这青蓝,是整座城市的底色。民国初年,镇江城里十六家染坊,潘义兴、镇记、和记、德记,名号顺着伯先路一字排开。三百多号染工,天不亮就起身,灶膛的火光照亮一张张灰扑扑的脸。他们的双手浸在靛青里,一浸就是一辈子。
染坊是前店后作的格局。临街的店面,十板杉木门一早就卸下来,露出里头长形的硬木柜台。柜台后头立着多层大木橱,晾干的衣物叠得整整齐齐。穿过店面往后走,才是真正的染作天地。
灶间的风灶比寻常人家的大,灶膛通高达八十厘米,染工站着就能操作。前锅煮布,后锅温水,两锅之间隔着烟火的距离。灶旁的大陶缸一排排立着,缸里是调好的靛青。那靛青是从蓝草里提来的,土法子,慢功夫,染出来的蓝却厚实,像从布里头长出来似的。
最奇的是后院那几块元宝石。青石雕成,两头翘起,形似元宝,重二百来斤。染好的布晾到半干,卷在轴上,染工一脚一脚踩着元宝石来回滚碾。
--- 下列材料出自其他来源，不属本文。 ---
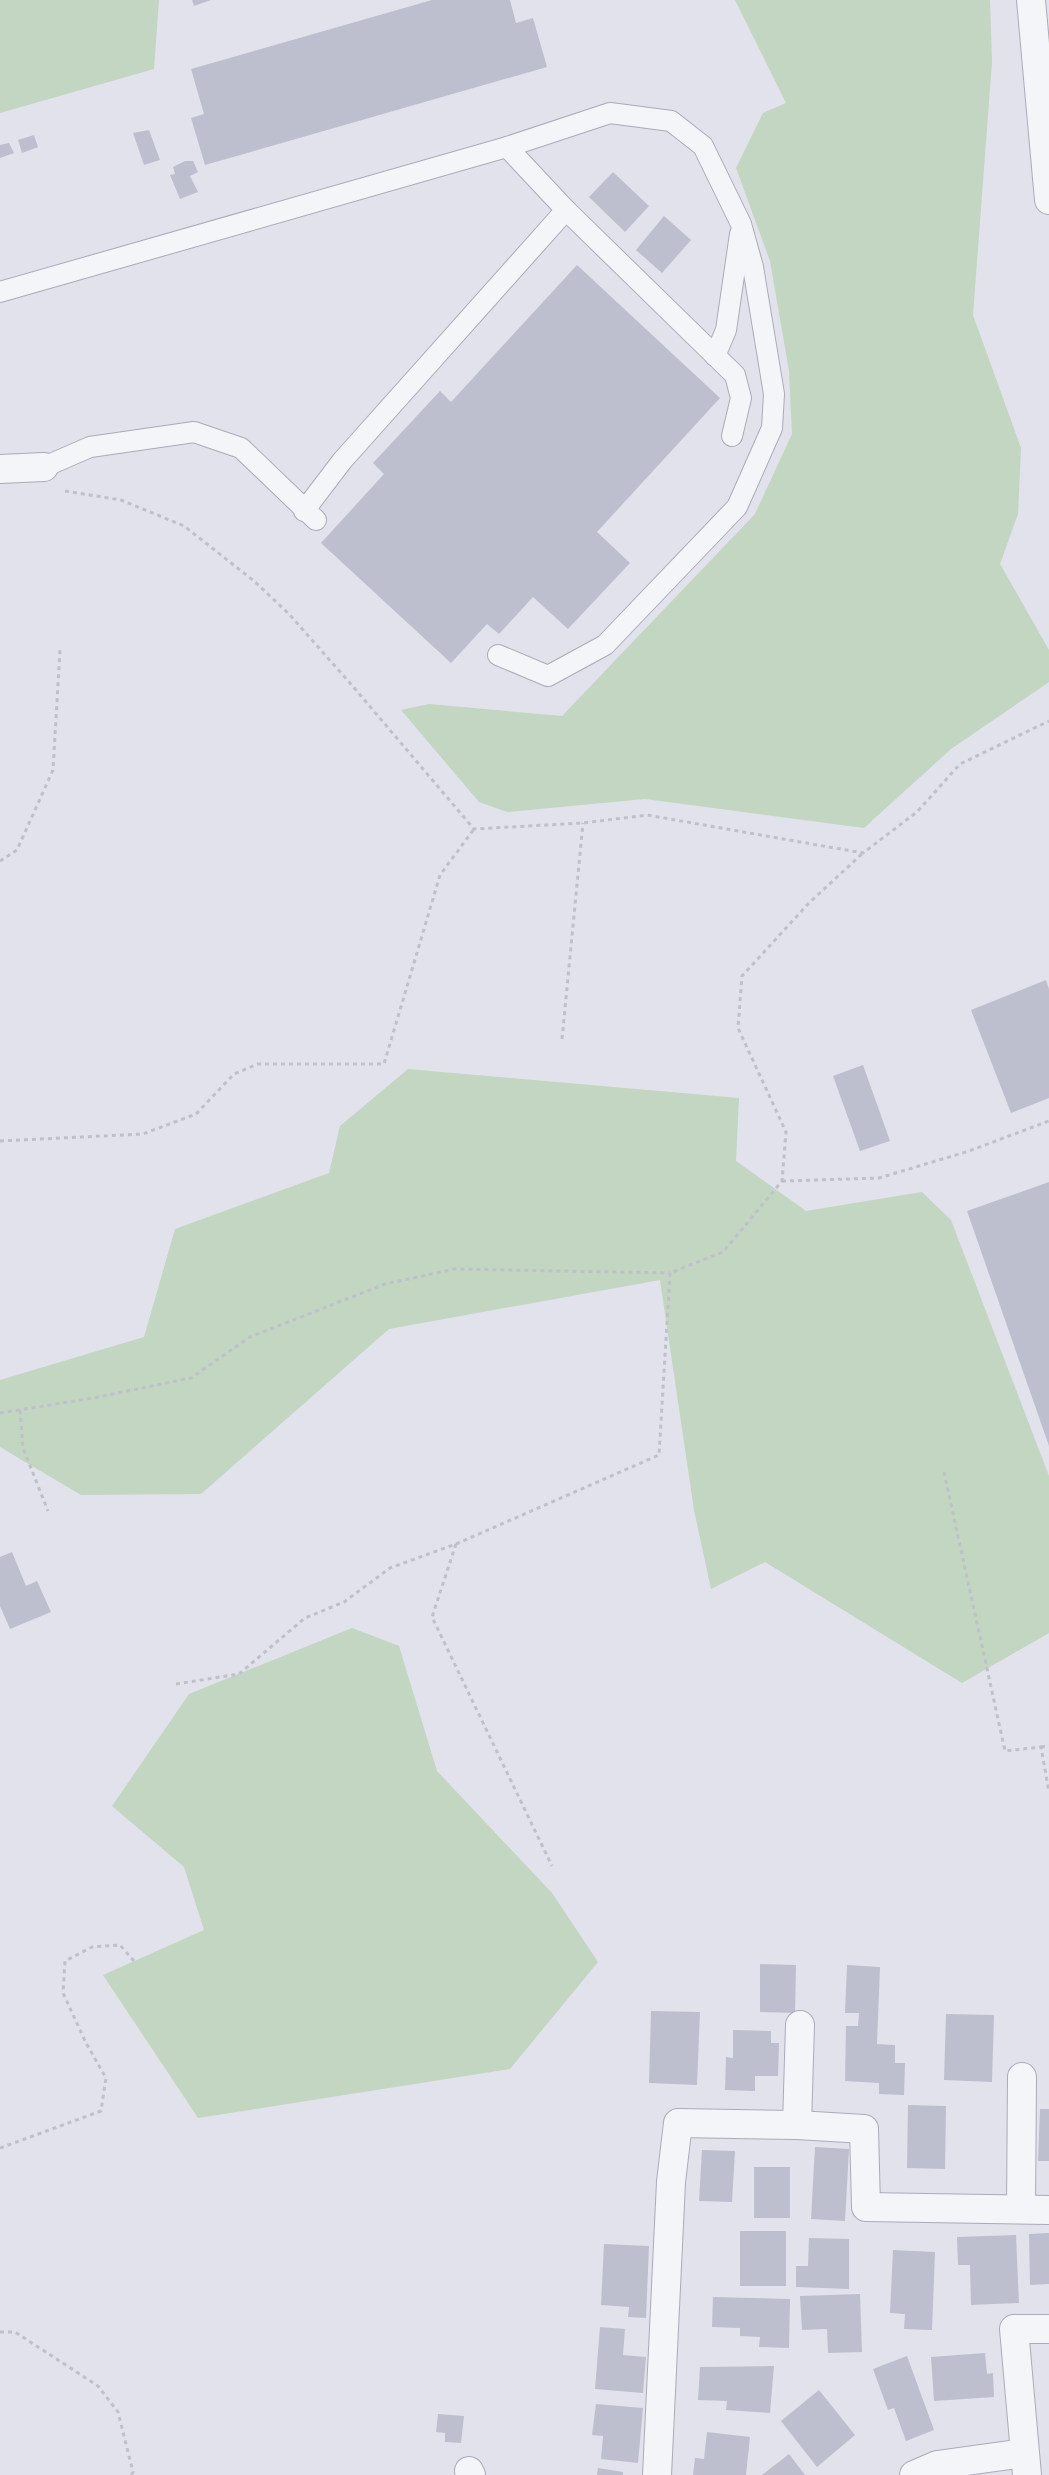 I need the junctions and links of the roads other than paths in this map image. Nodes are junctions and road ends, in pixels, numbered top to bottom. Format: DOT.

碾过的布平整合缝,光泽温润,缩了水的尺寸也给碾回来,省得听顾客说“扣布”的闲话。踩石是力气活,也是手艺活,脚下轻重缓急,全凭多年练出来的感觉。
晾晒场扎着四五米高的竹架,湿布一匹匹抛上去,头不能打搅,尾不能着地。那得是真功夫,力气小了上不去,力气大了抛过头,非得练个三年五载不可。架子上的布料迎风招展,远远望去,像五色云彩落在人间。
染匠师傅们收徒,头两年只让干杂活,挑水烧火,洗缸晾布。第三年才许碰染料。有句歇后语说“染布师傅拿不出手”,只因长年累月跟靛青打交道,面孔灰灰的,双手乌黑,走亲戚都不好意思伸出来。可就是这双手,染出了镇江人的体面。
也有人把染坊挑在肩上走街串巷。担子师傅头戴草帽,一头挑着锅炝子、铁锅、柴火,一头挑着小风箱和“多宝柜”。那柜子做得精巧,抽屉暗格层层叠叠,储着各色颜料。颜料都是事先用戥子称好,纸包包好,标明颜色。扁担头上挂根铁棒,边走边敲,叮叮当当,家家户户就知道染匠师傅来了。主家招呼一声,讨来净水,就地生火,锅里的水滚起来,旧衣裳下去,捞上来就是新颜色。
一九五六年,城里八家染坊合起来,在丹阳码头办起生产合作社。两年后又并入益群染织厂,手工染坊从此成了往事。只是偶尔还有老人提起,民国时候小街上那家潘义兴,龙头老大,生意做得最大。后来潘义兴又在西门桥南侧开了分号,取名潘圣兴,生意一样红火。那条小街因此得了名,叫染坊巷,二百五十三米长,东西走向,至今还在。
一九九五年,考古队在吴家门挖出一处元代染坊遗迹。前后两进,前店后作,灶间里还留着“独眼灶”,砖石水槽,石板台面,多口储藏坑。排水沟细细的,弯弯的,七百年前的靛青就从这里流走,流进历史的暗处。
而竹竿上那些湿漉漉的衣裳,早已晒干,收进人家的衣柜,穿在人家身上,一代又一代,旧了又新。